用于空间转录组学的核有界聚类可实现对复杂空间域的可扩展发现。

Kernel-bounded clustering for spatial transcriptomics enables scalable discovery of complex spatial domains.

作者信息

Zhang Hang, Zhang Yi, Ting Kai Ming, Zhang Jie, Zhao Qiuran

机构信息

National Key Laboratory for Novel Software Technology, Nanjing University, Nanjing 210023, China.

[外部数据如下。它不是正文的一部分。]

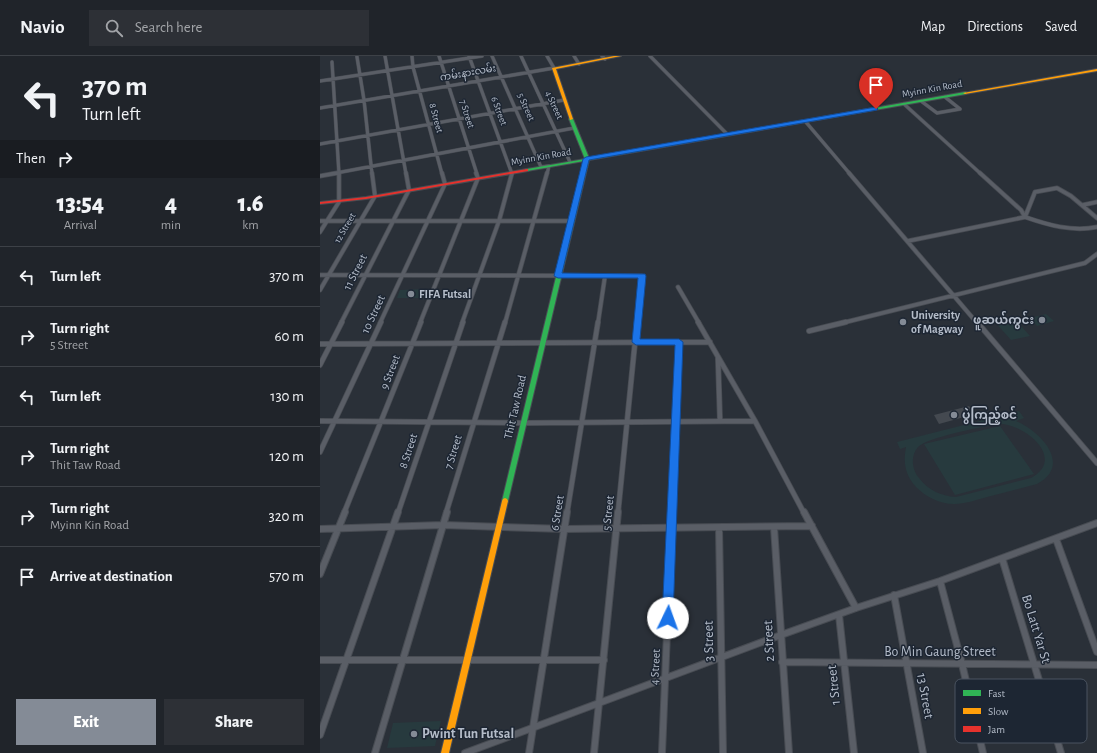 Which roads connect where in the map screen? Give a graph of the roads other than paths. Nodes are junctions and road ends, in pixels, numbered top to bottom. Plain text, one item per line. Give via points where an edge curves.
1 (385, 56) edge
2 (412, 56) edge
3 (439, 56) edge
4 (482, 56) edge
5 (492, 56) edge
6 (521, 56) edge
7 (547, 56) edge
8 (574, 56) edge
9 (619, 56) edge
10 (650, 56) edge
11 (357, 57) edge
12 (470, 57) edge
13 (604, 58) edge
14 (332, 62) dead end
15 (441, 62) junction
16 (579, 64) junction
17 (413, 66) junction
18 (554, 68) junction
19 (387, 70) junction
20 (1097, 70) edge
21 (529, 72) junction
22 (359, 75) junction
23 (501, 77) junction
24 (332, 79) junction
25 (320, 81) edge
26 (479, 81) junction
27 (448, 86) junction
28 (420, 91) junction
29 (392, 96) junction
30 (945, 97) junction
31 (364, 100) junction
32 (564, 100) junction
33 (922, 101) junction
34 (543, 104) junction
35 (904, 104) junction
36 (334, 106) junction
37 (320, 108) edge
38 (515, 109) junction
39 (490, 114) junction
40 (459, 119) junction
41 (805, 121) junction
42 (429, 124) junction
43 (574, 128) junction
44 (398, 130) junction
45 (556, 132) junction
46 (727, 134) junction
47 (367, 135) junction
48 (528, 137) junction
49 (336, 141) junction
50 (501, 142) junction
51 (320, 144) edge
52 (468, 148) junction
53 (437, 154) junction
54 (586, 159) junction
55 (404, 160) junction
56 (570, 162) junction
57 (371, 166) junction
58 (550, 166) junction
59 (541, 167) junction
60 (339, 172) junction
61 (512, 172) junction
62 (320, 176) edge
63 (478, 178) junction
64 (445, 184) junction
65 (409, 190) junction
66 (375, 196) junction
67 (339, 202) junction
68 (1097, 202) edge
69 (320, 204) edge
70 (1083, 205) junction
71 (1026, 217) junction
72 (1097, 218) edge
73 (320, 221) edge
74 (326, 221) junction
75 (360, 221) junction
76 (393, 221) junction
77 (427, 221) junction
78 (462, 221) junction
79 (499, 221) junction
80 (571, 221) junction
81 (533, 222) junction
82 (1097, 227) edge
83 (320, 232) edge
84 (908, 241) junction
85 (1097, 254) edge
86 (320, 275) edge
87 (328, 275) junction
88 (366, 275) junction
89 (402, 275) junction
90 (440, 275) junction
91 (481, 275) junction
92 (518, 275) junction
93 (558, 276) junction
94 (605, 276) junction
95 (678, 288) dead end
96 (320, 290) edge
97 (955, 296) junction
98 (809, 331) dead end
99 (636, 342) junction
100 (679, 342) junction
101 (710, 342) junction
102 (370, 343) junction
103 (412, 343) junction
104 (455, 343) junction
105 (499, 343) junction
106 (542, 343) junction
107 (594, 343) junction
108 (320, 344) edge
109 (331, 344) junction
110 (718, 356) junction
111 (320, 365) edge
112 (320, 421) edge
113 (334, 421) junction
114 (382, 421) junction
115 (428, 421) junction
116 (720, 421) junction
117 (755, 421) junction
118 (582, 422) junction
119 (628, 422) junction
120 (676, 422) junction
121 (473, 423) junction
122 (523, 423) junction
123 (320, 452) edge
124 (1097, 463) edge
125 (1097, 524) edge
126 (443, 525) junction
127 (499, 526) junction
128 (812, 526) junction
129 (393, 527) junction
130 (774, 527) junction
131 (338, 528) junction
132 (672, 528) junction
133 (719, 528) junction
134 (320, 529) edge
135 (565, 529) junction
136 (617, 529) junction
137 (1056, 539) junction
138 (1002, 558) junction
139 (320, 574) edge
140 (940, 581) junction
141 (894, 596) junction
142 (856, 608) junction
143 (839, 615) junction
144 (781, 635) junction
145 (1097, 652) edge
146 (721, 658) junction
147 (320, 660) edge
148 (347, 660) junction
149 (403, 660) junction
150 (467, 660) junction
151 (544, 660) junction
152 (604, 660) junction
153 (782, 662) junction
154 (844, 663) junction
155 (908, 663) junction
156 (962, 664) junction
157 (1034, 664) junction
158 (1097, 666) edge
159 (665, 678) junction
160 (966, 679) edge
161 (1038, 679) edge
162 (598, 704) junction
163 (533, 728) junction
164 (320, 735) edge
165 (981, 743) edge
166 (1057, 743) edge
167 (375, 753) edge
168 (445, 753) edge
169 (465, 753) edge
170 (529, 753) edge
171 (594, 753) edge
172 (662, 753) edge
173 (723, 753) edge
174 (789, 753) edge
175 (854, 753) edge
176 (923, 753) edge
177 (983, 753) edge
178 (1060, 753) edge

1 - 19 street
2 - 17 street, 8 Street
3 - 15 street, 7 Street
4 - 12 street
5 - 23 street, 5 Street
6 - 21 street, 4 Street
7 - 18 street
8 - 16 street
9 - 13 street, ကမ်းနားလမ်း
10 - 46 street
11 - 22 street
12 - 15 street
12 - 26 street, 6 Street
13 - 16 street, ကမ်းနားလမ်း
14 - 24 street
15 - 17 street
15 - 27 street, 7 Street
16 - 18 street, ကမ်းနားလမ်း
17 - 19 street
17 - 28 street, 8 Street
18 - 21 street, ကမ်းနားလမ်း
18 - 32 street
19 - 22 street
19 - 29 street
20 - 30 street, Myinn Kin Road
21 - 23 street, ကမ်းနားလမ်း
21 - 34 street, 4 Street
22 - 24 street
22 - 31 street
23 - 26 street, ကမ်းနားလမ်း
23 - 38 street, 5 Street
24 - 25 street
24 - 36 street
26 - 27 street, ကမ်းနားလမ်း
26 - 39 street, 6 Street
27 - 28 street, ကမ်းနားလမ်း
27 - 40 street, 7 Street
28 - 29 street, ကမ်းနားလမ်း
28 - 42 street, 8 Street
29 - 31 street, ကမ်းနားလမ်း
29 - 44 street
30 - 33 street, Myinn Kin Road
30 - 33 street via 960,109 937,113
31 - 36 street, ကမ်းနားလမ်း
31 - 47 street
32 - 34 street
32 - 43 street
33 - 35 street, Myinn Kin Road
34 - 38 street
34 - 45 street, 4 Street
35 - 41 street, Myinn Kin Road
35 - 71 street
36 - 37 street, ကမ်းနားလမ်း
36 - 49 street
38 - 39 street
38 - 48 street, 5 Street
39 - 40 street
39 - 50 street, 6 Street
40 - 42 street
40 - 52 street, 7 Street
41 - 46 street, Myinn Kin Road
41 - 84 street
42 - 44 street
42 - 53 street, 8 Street
43 - 45 street
43 - 54 street
44 - 47 street
44 - 55 street
45 - 48 street
45 - 56 street, 4 Street
46 - 54 street, Myinn Kin Road
47 - 49 street
47 - 57 street
48 - 50 street
48 - 59 street, 5 Street
49 - 51 street
49 - 60 street
50 - 52 street
50 - 61 street, 6 Street
52 - 53 street
52 - 63 street, 7 Street
53 - 55 street
53 - 64 street, 8 Street
54 - 56 street, Myinn Kin Road
54 - 80 street, Thit Taw Road
55 - 57 street
55 - 65 street
56 - 58 street, Myinn Kin Road
57 - 60 street
57 - 66 street
58 - 59 street
58 - 81 street, 7 Street
59 - 61 street, Myinn Kin Road
60 - 62 street
60 - 67 street
61 - 63 street, Myinn Kin Road
61 - 79 street, 8 Street
63 - 64 street, Myinn Kin Road
63 - 78 street, 9 Street
64 - 65 street, Myinn Kin Road
64 - 77 street, 10 Street
65 - 66 street, Myinn Kin Road
65 - 76 street, 11 Street
66 - 67 street, Myinn Kin Road
66 - 75 street, 12 Street
67 - 69 street, Myinn Kin Road
67 - 74 street
68 - 70 street
70 - 71 street via 1057,188 1042,190 1035,192
70 - 72 street
71 - 82 street via 1080,230
71 - 84 street
73 - 74 street
74 - 75 street
74 - 83 street
75 - 76 street
75 - 87 street, 12 Street
76 - 77 street
76 - 88 street, 11 Street
77 - 78 street
77 - 89 street, 10 Street
78 - 79 street
78 - 90 street, 9 Street
79 - 81 street
79 - 91 street, 8 Street
80 - 81 street
80 - 93 street, Thit Taw Road
81 - 92 street, 7 Street
84 - 97 street
85 - 97 street via 1085,263
86 - 87 street
87 - 88 street
87 - 96 street, 12 Street
88 - 89 street
88 - 109 street, 11 Street
89 - 90 street
89 - 102 street, 10 Street
90 - 91 street
90 - 103 street, 9 Street
91 - 92 street
91 - 104 street, 8 Street
92 - 93 street
92 - 105 street, 7 Street
93 - 94 street
93 - 106 street, Thit Taw Road
94 - 99 street, 5 Street via 642,276
94 - 107 street, 6 Street
95 - 101 street
97 - 98 street
97 - 124 street
99 - 100 street
99 - 107 street
99 - 119 street, 5 Street
100 - 101 street
100 - 120 street, 4 Street
101 - 110 street
102 - 103 street
102 - 109 street
102 - 113 street, 10 Street
103 - 104 street
103 - 114 street, 9 Street
104 - 105 street
104 - 115 street, 8 Street
105 - 106 street
105 - 121 street, 7 Street
106 - 107 street
106 - 122 street, Thit Taw Road
107 - 118 street, 6 Street
108 - 109 street
109 - 111 street, 11 Street
110 - 116 street
110 - 117 street
112 - 113 street
113 - 114 street
113 - 123 street, 10 Street
114 - 115 street
114 - 131 street, 9 Street
115 - 121 street
115 - 129 street, 8 Street
116 - 117 street
116 - 120 street
117 - 128 street
118 - 119 street
118 - 122 street
118 - 135 street, 6 Street
119 - 120 street
119 - 136 street, 5 Street
120 - 132 street, 4 Street
121 - 122 street
121 - 126 street, 7 Street
122 - 127 street, Thit Taw Road
125 - 137 street
126 - 127 street
126 - 129 street
126 - 149 street, 7 Street
127 - 135 street
127 - 150 street, Thit Taw Road
128 - 130 street
128 - 142 street
129 - 131 street
129 - 148 street, 8 Street
130 - 133 street
130 - 144 street, 2 Street
131 - 134 street
131 - 139 street, 9 Street
132 - 133 street
132 - 136 street
132 - 159 street, 4 Street
133 - 146 street, 3 Street
135 - 136 street
135 - 151 street, 6 Street
136 - 152 street, 5 Street
137 - 138 street
137 - 145 street
138 - 140 street
138 - 157 street, Bo Latt Yar St
140 - 141 street
140 - 156 street
141 - 142 street
141 - 155 street, 13 Street
142 - 143 street
143 - 144 street
143 - 154 street, 1 Street
144 - 146 street
144 - 153 street, 2 Street
146 - 159 street
146 - 173 street, 3 Street
147 - 148 street
148 - 149 street
148 - 164 street, 8 Street
149 - 150 street
149 - 167 street, 7 Street
150 - 151 street
150 - 168 street, Thit Taw Road
151 - 152 street
151 - 163 street, 6 Street
152 - 162 street, 5 Street
153 - 154 street, Bo Min Gaung Street
153 - 174 street, 2 Street
154 - 155 street, Bo Min Gaung Street
154 - 175 street, 1 Street
155 - 156 street, Bo Min Gaung Street
155 - 176 street, 13 Street
156 - 157 street, Bo Min Gaung Street
156 - 160 street
157 - 158 street, Bo Min Gaung Street
157 - 161 street, Bo Latt Yar St
159 - 162 street
159 - 172 street, 4 Street
162 - 163 street
162 - 171 street, 5 Street
163 - 169 street
163 - 170 street, 6 Street
165 - 177 street
166 - 178 street, Bo Latt Yar St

School of Artificial Intelligence, Nanjing University, Nanjing 210023, China.

出版信息

Genome Res. 2025 Feb 14;35(2):355-367. doi: 10.1101/gr.278983.124.

DOI:10.1101/gr.278983.124

PMID:39909714

原文链接:https://pmc.ncbi.nlm.nih.gov/articles/PMC11874963/

Abstract

Spatial transcriptomics are a collection of technologies that have enabled characterization of gene expression profiles and spatial information in tissue samples. Existing methods for clustering spatial transcriptomics data have primarily focused on data transformation techniques to represent the data suitably for subsequent clustering analysis, often using an existing clustering algorithm. These methods have limitations in handling complex data characteristics with varying densities, sizes, and shapes (in the transformed space on which clustering is performed), and they have high computational complexity, resulting in unsatisfactory clustering outcomes and slow execution time even with GPUs. Rather than focusing on data transformation techniques, we propose a new clustering algorithm called kernel-bounded clustering (KBC). It has two unique features: (1) It is the first clustering algorithm that employs a distributional kernel to recruit members of a cluster, enabling clusters of varying densities, sizes, and shapes to be discovered, and (2) it is a linear-time clustering algorithm that significantly enhances the speed of clustering analysis, enabling researchers to effectively handle large-scale spatial transcriptomics data sets. We show that (1) KBC works well with a simple data transformation technique called the Weisfeiler-Lehman scheme, and (2) a combination of KBC and the Weisfeiler-Lehman scheme produces good clustering outcomes, and it is faster and easier-to-use than many methods that employ existing clustering algorithms and data transformation techniques.

摘要

空间转录组学是一系列能够对组织样本中的基因表达谱和空间信息进行表征的技术。现有的空间转录组学数据聚类方法主要集中在数据转换技术上，以便将数据适当地表示出来用于后续的聚类分析，通常会使用现有的聚类算法。这些方法在处理具有不同密度、大小和形状（在进行聚类的变换空间中）的复杂数据特征时存在局限性，并且计算复杂度高，即使使用图形处理器（GPU），也会导致聚类结果不理想且执行时间长。我们提出了一种名为核有界聚类（KBC）的新聚类算法，而不是专注于数据转换技术。它有两个独特的特点：（1）它是第一种使用分布核来招募聚类成员的聚类算法，能够发现具有不同密度、大小和形状的聚类；（2）它是一种线性时间聚类算法，显著提高了聚类分析的速度，使研究人员能够有效地处理大规模空间转录组学数据集。我们表明：（1）KBC与一种名为魏斯费勒 - 莱曼（Weisfeiler-Lehman）方案的简单数据转换技术配合良好；（2）KBC与魏斯费勒 - 莱曼方案的组合产生了良好的聚类结果，并且比许多使用现有聚类算法和数据转换技术的方法更快且更易于使用。